Analyzing our equation, we can observe that the first term in the numerator of the limit is a sine of a sum of two angles *x* and *h*. With this observation, we can try to apply the *sum and difference identities for sine and cosine*, also called *Ptolemy’s identities*. Applying this, we have

$$\frac{d}{dx} f(x) = \lim \limits_{h \to 0} {\frac{ \sin{(x+h)} – \sin{(x)} }{h}}$$

$$\frac{d}{dx} f(x) = \lim \limits_{h \to 0} {\frac{ (\sin{(x)}\cos{(h)} + \cos{(x)}\sin{(h)}) – \sin{(x)} }{h}}$$

Let’s try to re-arrange the numerator

$$\frac{d}{dx} f(x) = \lim \limits_{h \to 0} {\frac{ \sin{(x)}\cos{(h)} – \sin{(x)} + \cos{(x)}\sin{(h)} }{h}}$$

Factoring the first and second terms of our re-arranged numerator, we have

$$\frac{d}{dx} f(x) = \lim \limits_{h \to 0} {\frac{ \sin{(x)} (\cos{(h)} – 1) + \cos{(x)}\sin{(h)} }{h}}$$

Doing some algebraic re-arrangements, we have

$$\frac{d}{dx} f(x) = \lim \limits_{h \to 0} {\frac{ \sin{(x)} (-(1-\cos{(h)})) + \cos{(x)}\sin{(h)} }{h}}$$

$$\frac{d}{dx} f(x) = \lim \limits_{h \to 0} {\frac{ -\sin{(x)} (1-\cos{(h)}) + \cos{(x)}\sin{(h)} }{h}}$$

$$\frac{d}{dx} f(x) = \lim \limits_{h \to 0} { \left( \frac{ -\sin{(x)} (1-\cos{(h)}) }{h} + \frac{ \cos{(x)}\sin{(h)} }{h} \right) }$$

$$\frac{d}{dx} f(x) = \lim \limits_{h \to 0} { \frac{ -\sin{(x)} (1-\cos{(h)}) }{h} } + \lim \limits_{h \to 0} { \frac{ \cos{(x)}\sin{(h)} }{h} }$$

Since we are calculating the limit in terms of *h*, all functions that are not *h* will be considered as constants. Re-arranging, we have

$$\frac{d}{dx} f(x) = -\sin{(x)} \left( \lim \limits_{h \to 0} { \frac{ (1-\cos{(h)}) }{h} } \right) + \cos{(x)} \left( \lim \limits_{h \to 0} { \frac{ \sin{(h)} }{h} } \right)$$

In accordance with the limits of trigonometric functions, the limit of trigonometric function $latex \sin{(\theta)}$ to $latex \theta$ as $latex \theta$ approaches zero is equal to one. The same can be applied to $latex \sin{(h)}$ over $latex h$. Applying, we have

$$\frac{d}{dx} f(x) = -\sin{(x)} \left( \lim \limits_{h \to 0} { \frac{ (1-\cos{(h)}) }{h} } \right) + \cos{(x)} \cdot 1$$

$$\frac{d}{dx} f(x) = -\sin{(x)} \left( \lim \limits_{h \to 0} { \frac{ (1-\cos{(h)}) }{h} } \right) + \cos{(x)}$$

We have already evaluated the limit of the last term. However, the first term is still impossible to be definitely evaluated due to the denominator $latex h$. Let’s try to use another trigonometric identity and see if the trick will work.

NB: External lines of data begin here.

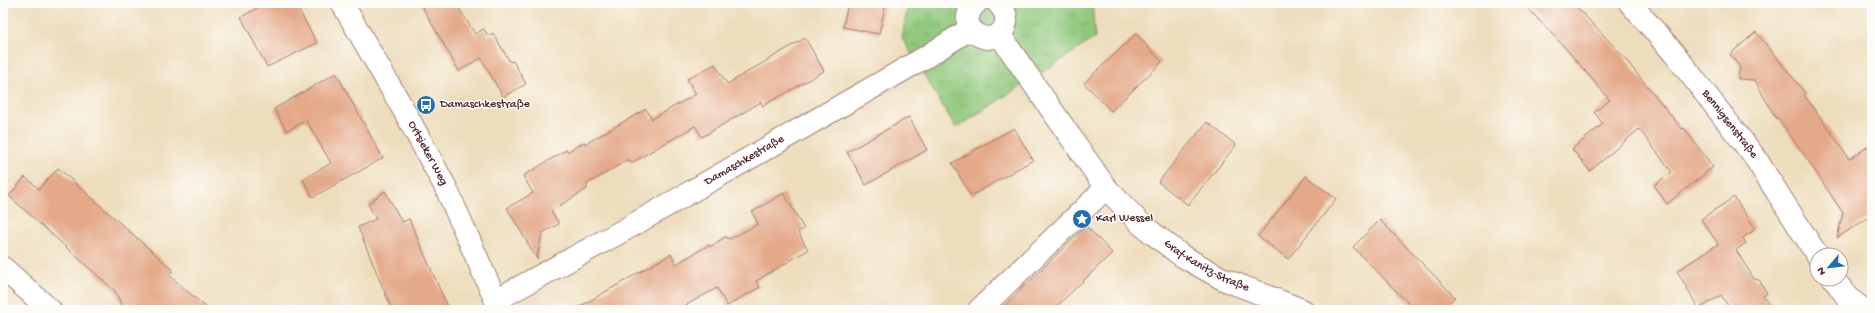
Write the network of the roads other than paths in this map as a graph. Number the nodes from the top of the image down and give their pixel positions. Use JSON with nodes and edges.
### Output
{"nodes":[{"id":1,"x":342,"y":3,"type":"edge"},
{"id":2,"x":976,"y":3,"type":"edge"},
{"id":3,"x":1630,"y":3,"type":"edge"},
{"id":4,"x":1002,"y":4,"type":"edge"},
{"id":5,"x":970,"y":29,"type":"junction"},
{"id":6,"x":999,"y":34,"type":"junction"},
{"id":7,"x":1106,"y":188,"type":"junction"},
{"id":8,"x":1812,"y":247,"type":"edge"},
{"id":9,"x":3,"y":268,"type":"edge"},
{"id":10,"x":1840,"y":287,"type":"edge"},
{"id":11,"x":498,"y":305,"type":"edge"},
{"id":12,"x":49,"y":310,"type":"edge"},
{"id":13,"x":979,"y":310,"type":"edge"},
{"id":14,"x":1302,"y":310,"type":"edge"},
{"id":15,"x":1864,"y":310,"type":"edge"}],
"edges":[{"from":1,"to":11,"type":"street","name":"Ortsieker Weg"},
{"from":2,"to":5,"type":"street"},
{"from":3,"to":8,"type":"street","name":"Bennigsenstraße"},
{"from":4,"to":6,"type":"street"},
{"from":5,"to":6,"type":"street"},
{"from":5,"to":11,"type":"street","name":"Damaschkestraße"},
{"from":6,"to":7,"type":"street","name":"Graf-Kanitz-Straße"},
{"from":7,"to":13,"type":"street"},
{"from":7,"to":14,"type":"street","name":"Graf-Kanitz-Straße"},
{"from":9,"to":12,"type":"street"},
{"from":10,"to":15,"type":"street"}]}
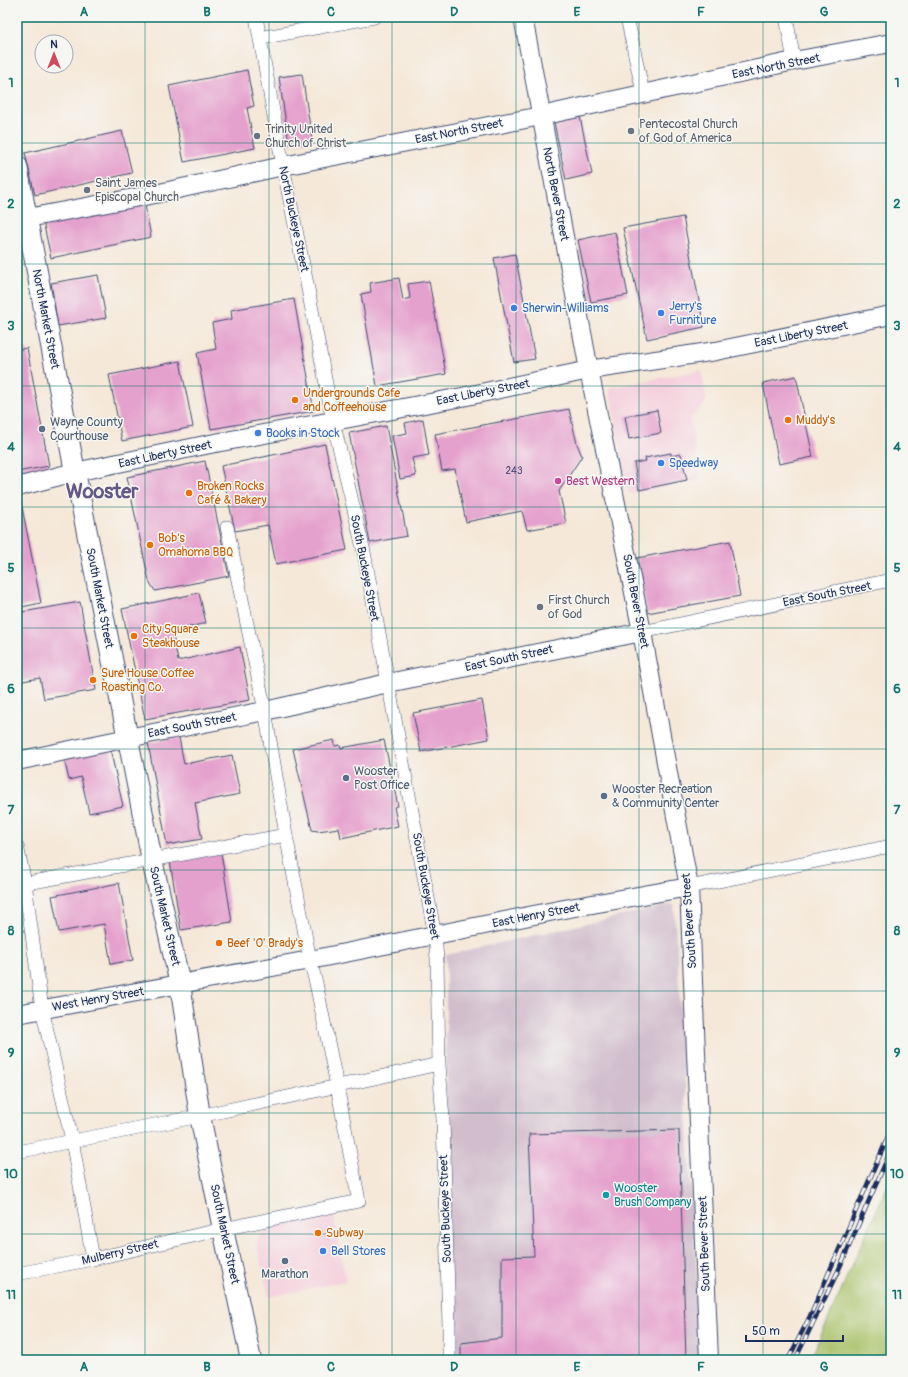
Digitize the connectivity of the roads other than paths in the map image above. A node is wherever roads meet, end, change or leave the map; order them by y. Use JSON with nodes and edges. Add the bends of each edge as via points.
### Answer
{"nodes":[{"id":1,"x":256,"y":17,"type":"edge"},
{"id":2,"x":374,"y":17,"type":"edge"},
{"id":3,"x":523,"y":17,"type":"edge"},
{"id":4,"x":627,"y":17,"type":"edge"},
{"id":5,"x":786,"y":17,"type":"edge"},
{"id":6,"x":260,"y":38,"type":"junction"},
{"id":7,"x":891,"y":43,"type":"edge"},
{"id":8,"x":794,"y":61,"type":"junction"},
{"id":9,"x":642,"y":93,"type":"junction"},
{"id":10,"x":541,"y":116,"type":"junction"},
{"id":11,"x":17,"y":166,"type":"edge"},
{"id":12,"x":283,"y":166,"type":"junction"},
{"id":13,"x":22,"y":219,"type":"edge"},
{"id":14,"x":891,"y":315,"type":"edge"},
{"id":15,"x":589,"y":370,"type":"junction"},
{"id":16,"x":333,"y":420,"type":"junction"},
{"id":17,"x":75,"y":472,"type":"junction"},
{"id":18,"x":17,"y":487,"type":"edge"},
{"id":19,"x":227,"y":527,"type":"dead end"},
{"id":20,"x":891,"y":580,"type":"edge"},
{"id":21,"x":642,"y":632,"type":"junction"},
{"id":22,"x":388,"y":683,"type":"junction"},
{"id":23,"x":265,"y":711,"type":"junction"},
{"id":24,"x":128,"y":738,"type":"junction"},
{"id":25,"x":17,"y":761,"type":"edge"},
{"id":26,"x":286,"y":835,"type":"junction"},
{"id":27,"x":17,"y":846,"type":"edge"},
{"id":28,"x":891,"y":846,"type":"edge"},
{"id":29,"x":152,"y":860,"type":"junction"},
{"id":30,"x":21,"y":884,"type":"edge"},
{"id":31,"x":689,"y":887,"type":"junction"},
{"id":32,"x":435,"y":936,"type":"junction"},
{"id":33,"x":310,"y":960,"type":"junction"},
{"id":34,"x":180,"y":984,"type":"junction"},
{"id":35,"x":42,"y":1009,"type":"junction"},
{"id":36,"x":17,"y":1014,"type":"edge"},
{"id":37,"x":438,"y":1064,"type":"junction"},
{"id":38,"x":337,"y":1086,"type":"junction"},
{"id":39,"x":200,"y":1116,"type":"junction"},
{"id":40,"x":72,"y":1140,"type":"junction"},
{"id":41,"x":17,"y":1152,"type":"edge"},
{"id":42,"x":222,"y":1229,"type":"junction"},
{"id":43,"x":92,"y":1259,"type":"junction"},
{"id":44,"x":17,"y":1274,"type":"edge"},
{"id":45,"x":251,"y":1360,"type":"edge"},
{"id":46,"x":449,"y":1360,"type":"edge"},
{"id":47,"x":709,"y":1360,"type":"edge"}],
"edges":[{"from":1,"to":6,"type":"street","name":"North Buckeye Street"},
{"from":2,"to":6,"type":"street"},
{"from":3,"to":10,"type":"main road","name":"North Bever Street"},
{"from":4,"to":9,"type":"street"},
{"from":5,"to":8,"type":"street"},
{"from":6,"to":12,"type":"street","name":"North Buckeye Street"},
{"from":7,"to":8,"type":"main road","name":"East North Street"},
{"from":8,"to":9,"type":"main road","name":"East North Street"},
{"from":9,"to":10,"type":"main road","name":"East North Street"},
{"from":10,"to":12,"type":"main road","name":"East North Street"},
{"from":10,"to":15,"type":"main road","name":"North Bever Street"},
{"from":11,"to":13,"type":"main road","name":"North Market Street"},
{"from":12,"to":13,"type":"main road","name":"East North Street"},
{"from":12,"to":16,"type":"street","name":"North Buckeye Street"},
{"from":13,"to":17,"type":"main road","name":"North Market Street"},
{"from":14,"to":15,"type":"main road","name":"East Liberty Street","via":[[716,351]]},
{"from":15,"to":16,"type":"main road","name":"East Liberty Street","via":[[462,397]]},
{"from":15,"to":21,"type":"main road","name":"South Bever Street"},
{"from":16,"to":17,"type":"main road","name":"East Liberty Street"},
{"from":16,"to":22,"type":"street","name":"South Buckeye Street","via":[[364,552]]},
{"from":17,"to":18,"type":"main road","name":"East Liberty Street"},
{"from":17,"to":24,"type":"main road","name":"South Market Street"},
{"from":19,"to":23,"type":"street"},
{"from":20,"to":21,"type":"street","name":"East South Street"},
{"from":21,"to":22,"type":"main road","name":"East South Street"},
{"from":21,"to":31,"type":"main road","name":"South Bever Street"},
{"from":22,"to":23,"type":"main road","name":"East South Street"},
{"from":22,"to":32,"type":"street","name":"South Buckeye Street"},
{"from":23,"to":24,"type":"main road","name":"East South Street"},
{"from":23,"to":26,"type":"street"},
{"from":24,"to":25,"type":"main road","name":"East South Street"},
{"from":24,"to":29,"type":"main road","name":"South Market Street"},
{"from":26,"to":29,"type":"street"},
{"from":26,"to":33,"type":"street"},
{"from":27,"to":30,"type":"street"},
{"from":28,"to":31,"type":"street","name":"East Henry Street"},
{"from":29,"to":30,"type":"street"},
{"from":29,"to":34,"type":"main road","name":"South Market Street"},
{"from":30,"to":35,"type":"street"},
{"from":31,"to":32,"type":"main road","name":"East Henry Street","via":[[564,909]]},
{"from":31,"to":47,"type":"main road","name":"South Bever Street"},
{"from":32,"to":33,"type":"main road","name":"East Henry Street"},
{"from":32,"to":37,"type":"street","name":"South Buckeye Street"},
{"from":33,"to":34,"type":"main road","name":"East Henry Street"},
{"from":33,"to":38,"type":"street"},
{"from":34,"to":35,"type":"main road","name":"West Henry Street"},
{"from":34,"to":39,"type":"main road","name":"South Market Street"},
{"from":35,"to":36,"type":"main road","name":"West Henry Street"},
{"from":35,"to":40,"type":"street"},
{"from":37,"to":38,"type":"street"},
{"from":37,"to":46,"type":"street","name":"South Buckeye Street","via":[[443,1120]]},
{"from":38,"to":39,"type":"street"},
{"from":38,"to":42,"type":"street","name":"Mulberry Street","via":[[359,1200]]},
{"from":39,"to":40,"type":"street"},
{"from":39,"to":42,"type":"main road","name":"South Market Street"},
{"from":40,"to":41,"type":"street"},
{"from":40,"to":43,"type":"street"},
{"from":42,"to":43,"type":"street","name":"Mulberry Street"},
{"from":42,"to":45,"type":"main road","name":"South Market Street"},
{"from":43,"to":44,"type":"street","name":"Mulberry Street"}]}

We may try to use the *half-angle identity* in the numerator of the first term.

$$\frac{d}{dx} f(x) = -\sin{(x)} \left( \lim \limits_{h \to 0} { \frac{ (1-\cos{(h)}) }{h} } \right) + \cos{(x)}$$

$$\frac{d}{dx} f(x) = -\sin(x) \left( \lim \limits_{h \to 0} { \frac{ \left(2\sin^{2}{\left(\frac{h}{2}\right)}\right) }{h} } \right) + \cos{(x)}$$

Applying the rules of fraction to the first term and re-arranging algebraically once more, we have,

$$\frac{d}{dx} f(x) = -\sin(x) \left( \lim \limits_{h \to 0} { \frac{ \frac{\sin^{2}\left(\frac{h}{2}\right)}{1} }{ \frac{h}{2} }} \right) + \cos{(x)}$$

$$\frac{d}{dx} f(x) = -\sin{(x)} \left( \lim \limits_{h \to 0} { \frac{ \sin^{2}{\left(\frac{h}{2}\right)} }{ \frac{h}{2} }} \right) + \cos{(x)}$$

$$\frac{d}{dx} f(x) = -\sin{(x)} \left( \lim \limits_{h \to 0} { \frac{ \sin{\left(\frac{h}{2}\right)} \cdot \sin{\left(\frac{h}{2}\right)} }{ \frac{h}{2}} } \right) + \cos{(x)}$$

$$\frac{d}{dx} f(x) = -\sin{(x)} \left( \lim \limits_{h \to 0} { \sin{\left(\frac{h}{2}\right)} \cdot \left( \frac{ \sin{\left(\frac{h}{2}\right)} }{ \frac{h}{2} } \right) }\right) + \cos{(x)}$$

As you notice once more, we have a sine of a variable over that same variable. In this case, it is $latex \sin{\left(\frac{h}{2}\right)}$ all over $latex \frac{h}{2}$. Hence, we can apply again the limits of trigonometric functions of $latex \frac{\sin{(\theta)}}{\theta}$.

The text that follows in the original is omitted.